Your assignment:
Although the entries contain pictures, repeat only their words, exactly as written.

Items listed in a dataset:
# # # # # # #

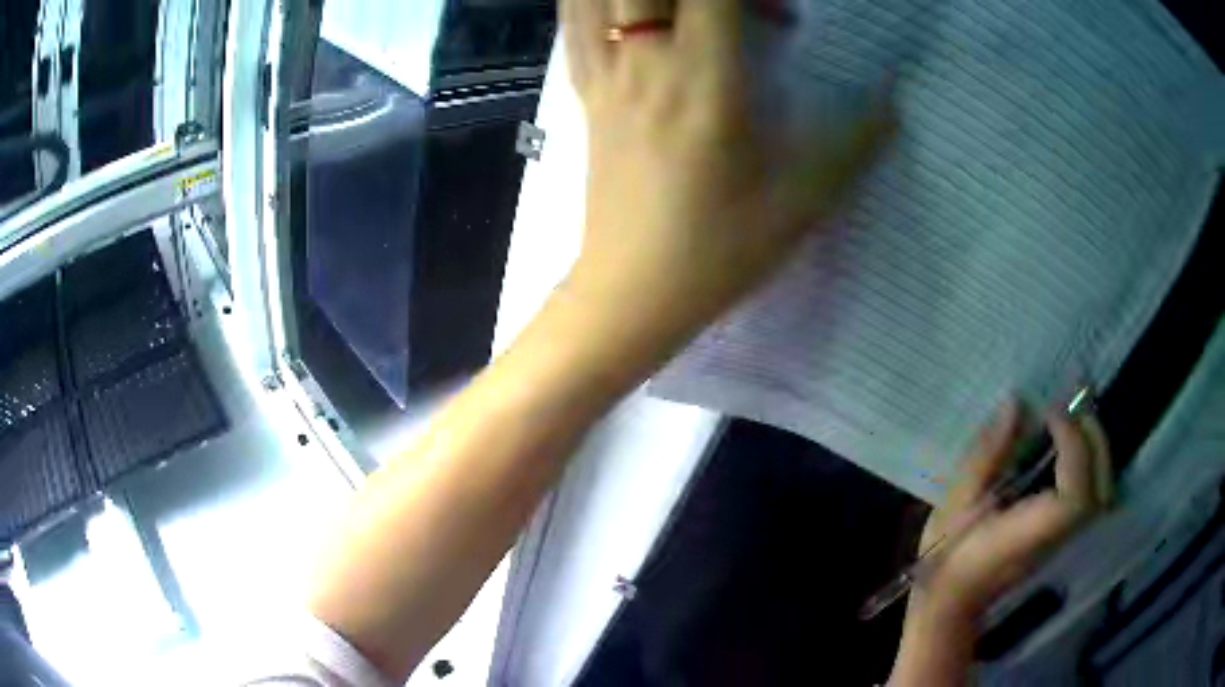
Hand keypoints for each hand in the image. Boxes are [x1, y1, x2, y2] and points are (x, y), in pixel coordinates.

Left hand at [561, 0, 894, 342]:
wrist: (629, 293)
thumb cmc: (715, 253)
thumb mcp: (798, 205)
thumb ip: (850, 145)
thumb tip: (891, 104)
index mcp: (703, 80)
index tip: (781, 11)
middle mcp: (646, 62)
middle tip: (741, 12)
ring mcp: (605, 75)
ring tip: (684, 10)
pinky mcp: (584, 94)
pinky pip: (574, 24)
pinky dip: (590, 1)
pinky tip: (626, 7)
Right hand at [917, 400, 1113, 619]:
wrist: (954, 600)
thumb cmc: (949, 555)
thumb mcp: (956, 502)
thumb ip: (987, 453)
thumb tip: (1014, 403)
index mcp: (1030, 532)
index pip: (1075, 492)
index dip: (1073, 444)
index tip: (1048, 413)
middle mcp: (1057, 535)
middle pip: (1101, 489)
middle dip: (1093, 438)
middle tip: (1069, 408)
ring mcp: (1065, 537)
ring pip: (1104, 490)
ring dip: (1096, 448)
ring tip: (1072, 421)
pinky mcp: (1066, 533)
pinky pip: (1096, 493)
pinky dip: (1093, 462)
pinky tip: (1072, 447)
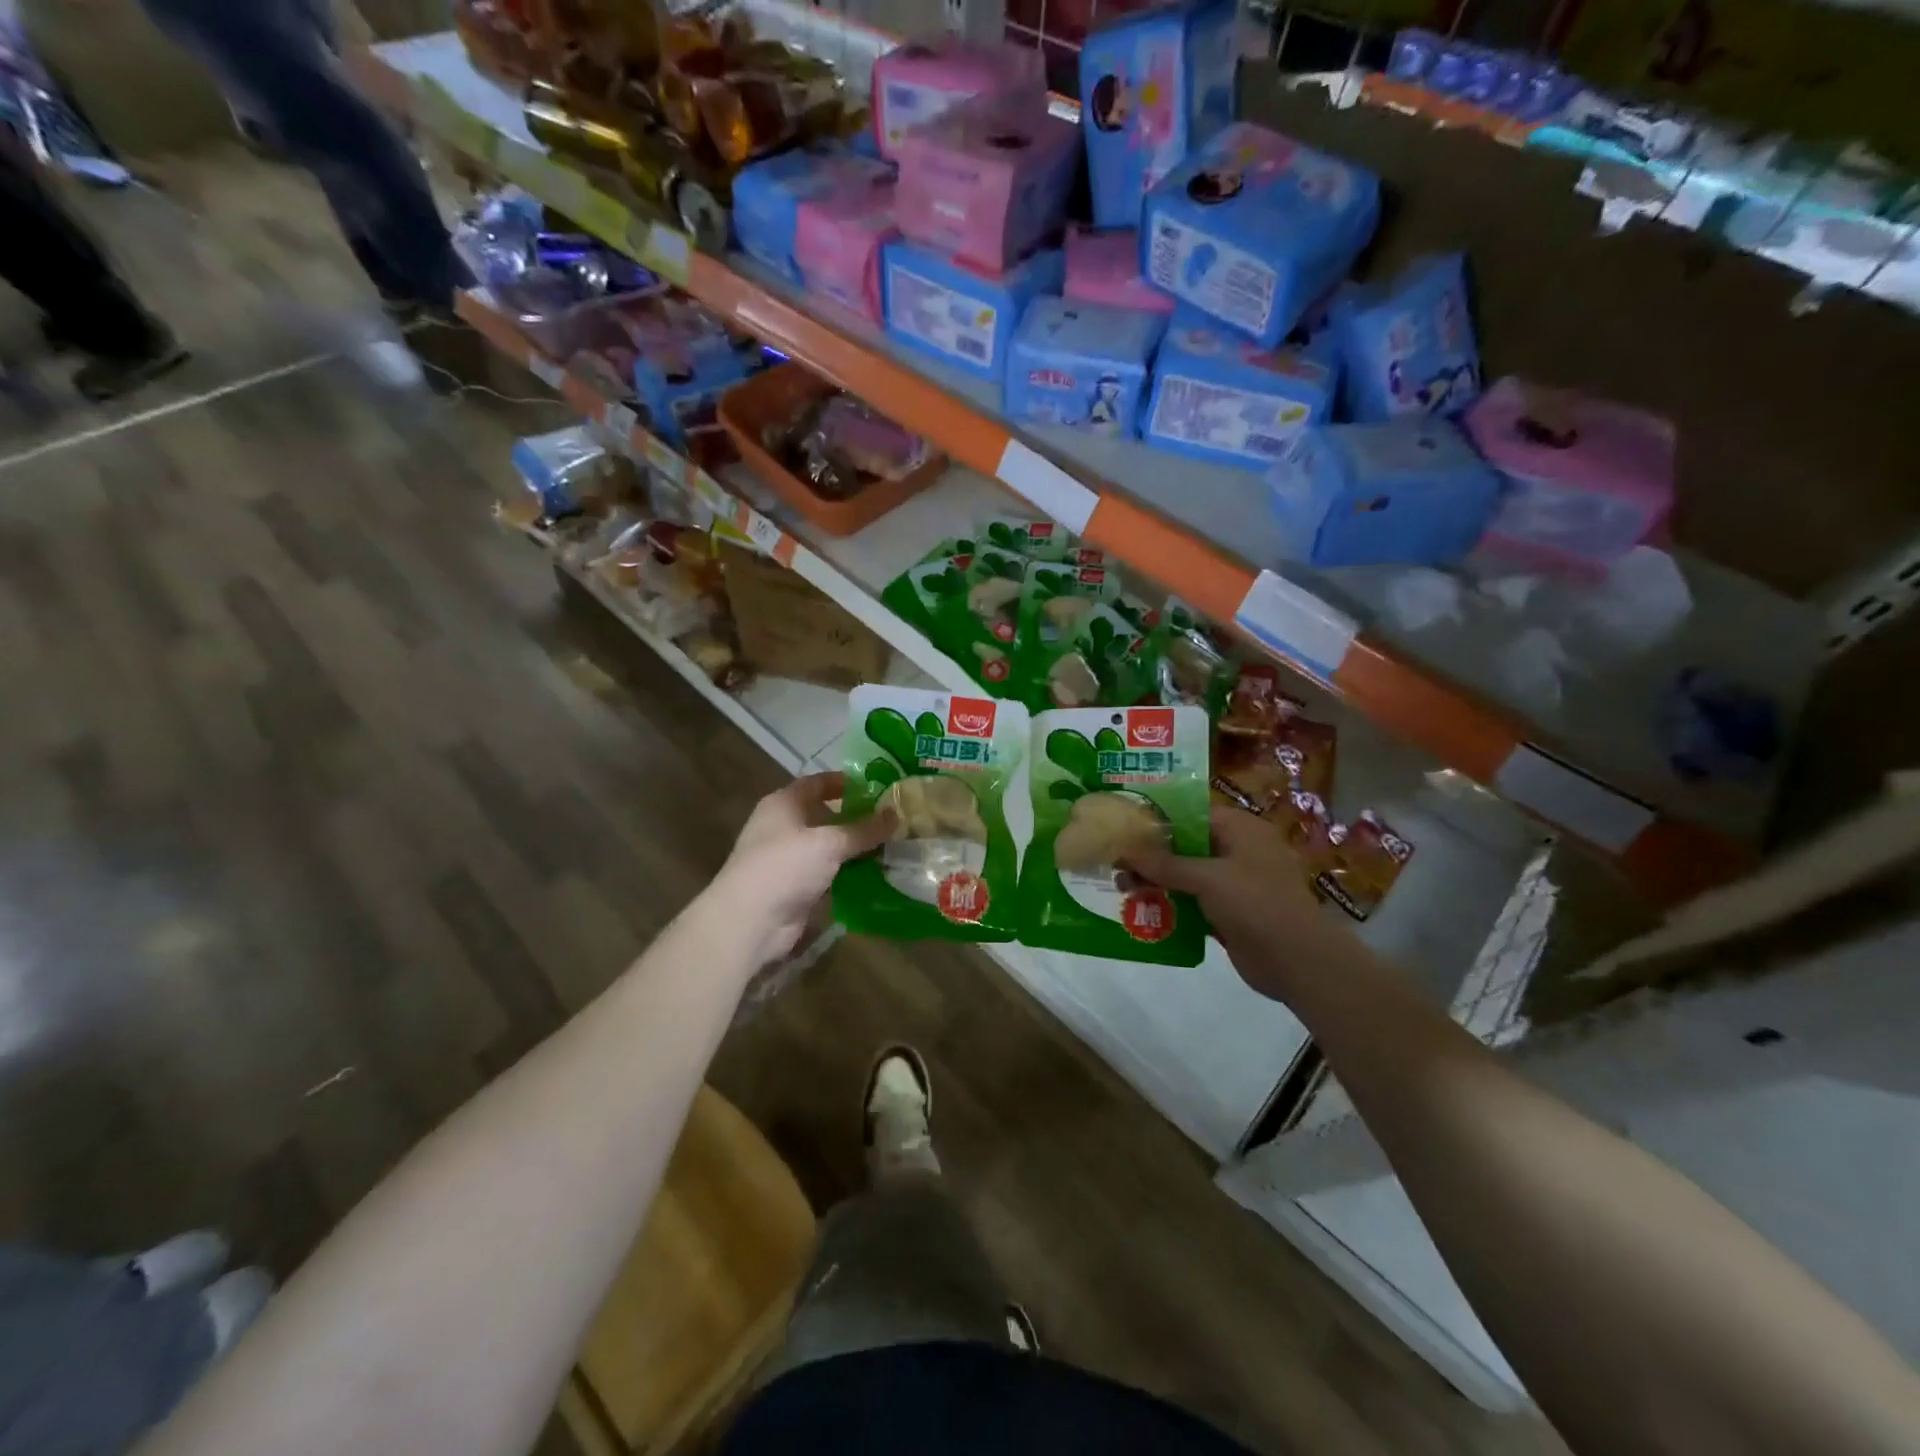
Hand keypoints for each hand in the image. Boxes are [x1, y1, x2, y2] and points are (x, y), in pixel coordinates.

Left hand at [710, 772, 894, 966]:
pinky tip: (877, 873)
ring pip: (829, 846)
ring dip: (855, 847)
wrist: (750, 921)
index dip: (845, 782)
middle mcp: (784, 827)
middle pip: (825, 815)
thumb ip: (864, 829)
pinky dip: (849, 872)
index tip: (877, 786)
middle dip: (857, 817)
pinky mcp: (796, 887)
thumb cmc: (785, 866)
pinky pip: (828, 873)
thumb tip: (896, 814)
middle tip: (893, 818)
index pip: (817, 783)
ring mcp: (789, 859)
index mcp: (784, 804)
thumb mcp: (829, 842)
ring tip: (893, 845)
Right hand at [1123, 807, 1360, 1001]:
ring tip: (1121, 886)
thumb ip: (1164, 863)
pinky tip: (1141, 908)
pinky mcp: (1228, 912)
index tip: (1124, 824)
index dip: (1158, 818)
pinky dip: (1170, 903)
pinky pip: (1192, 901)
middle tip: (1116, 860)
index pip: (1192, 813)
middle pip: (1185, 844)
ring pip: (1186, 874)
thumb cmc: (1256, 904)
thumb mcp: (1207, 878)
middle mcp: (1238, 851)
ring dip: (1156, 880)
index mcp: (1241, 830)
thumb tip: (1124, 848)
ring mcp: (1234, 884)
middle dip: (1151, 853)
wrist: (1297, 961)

# # # # # # #

Your response:
Hand keypoints for each hand in the image. Boxes are [x1, y1, x2, y2] and points are (x, y), in pixel coordinates.

Left hand at [561, 0, 894, 342]:
wrist: (629, 293)
thumb cmc: (715, 253)
thumb mcp: (798, 205)
thumb ip: (850, 145)
thumb tip: (891, 104)
index mcp: (703, 80)
index tip: (781, 11)
middle mcp: (646, 62)
middle tip: (741, 12)
ring mcp: (605, 75)
ring tip: (684, 10)
pinky mcp: (584, 94)
pinky pip: (574, 24)
pinky dip: (590, 1)
pinky tip: (626, 7)
Right hand at [917, 400, 1113, 619]:
wrist: (954, 600)
thumb cmc: (949, 555)
thumb mcp: (956, 502)
thumb ip: (987, 453)
thumb tip: (1014, 403)
index mcp: (1030, 532)
index pip: (1075, 492)
index dip: (1073, 444)
index tip: (1048, 413)
middle mcp: (1057, 535)
middle pip: (1101, 489)
middle dip: (1093, 438)
middle tip: (1069, 408)
ring mcp: (1065, 537)
ring pip: (1104, 490)
ring dip: (1096, 448)
ring tip: (1072, 421)
pinky mcp: (1066, 533)
pinky pip: (1096, 493)
pinky dip: (1093, 462)
pinky tip: (1072, 447)
Hand keypoints for each hand in the image. Boxes are [x1, y1, x2, y2] and points are (x, y), in pixel coordinates.

Left hand at [710, 772, 894, 966]:
pinky tip: (877, 873)
ring pip: (829, 846)
ring dip: (855, 847)
wrist: (750, 921)
index dip: (845, 782)
middle mcp: (784, 827)
middle pip: (825, 815)
thumb ip: (864, 829)
pinky dip: (849, 872)
index tip: (877, 786)
middle dip: (857, 817)
pinky mcp: (796, 887)
thumb cmc: (785, 866)
pinky pip: (828, 873)
thumb tip: (896, 814)
middle tip: (893, 818)
index pip: (817, 783)
ring mcp: (789, 859)
index mcp: (784, 804)
thumb mcp: (829, 842)
ring tip: (893, 845)
Right hand at [1123, 807, 1360, 1001]:
ring tip: (1121, 886)
thumb ip: (1164, 863)
pinky tip: (1141, 908)
pinky mcp: (1228, 912)
index tip: (1124, 824)
index dip: (1158, 818)
pinky dip: (1170, 903)
pinky pip: (1192, 901)
middle tip: (1116, 860)
index pip: (1192, 813)
middle pip: (1185, 844)
ring pip: (1186, 874)
thumb cmc: (1256, 904)
thumb mcp: (1207, 878)
middle mcp: (1238, 851)
ring dip: (1156, 880)
index mcp: (1241, 830)
thumb tip: (1124, 848)
ring mcp: (1234, 884)
middle dip: (1151, 853)
wrist: (1297, 961)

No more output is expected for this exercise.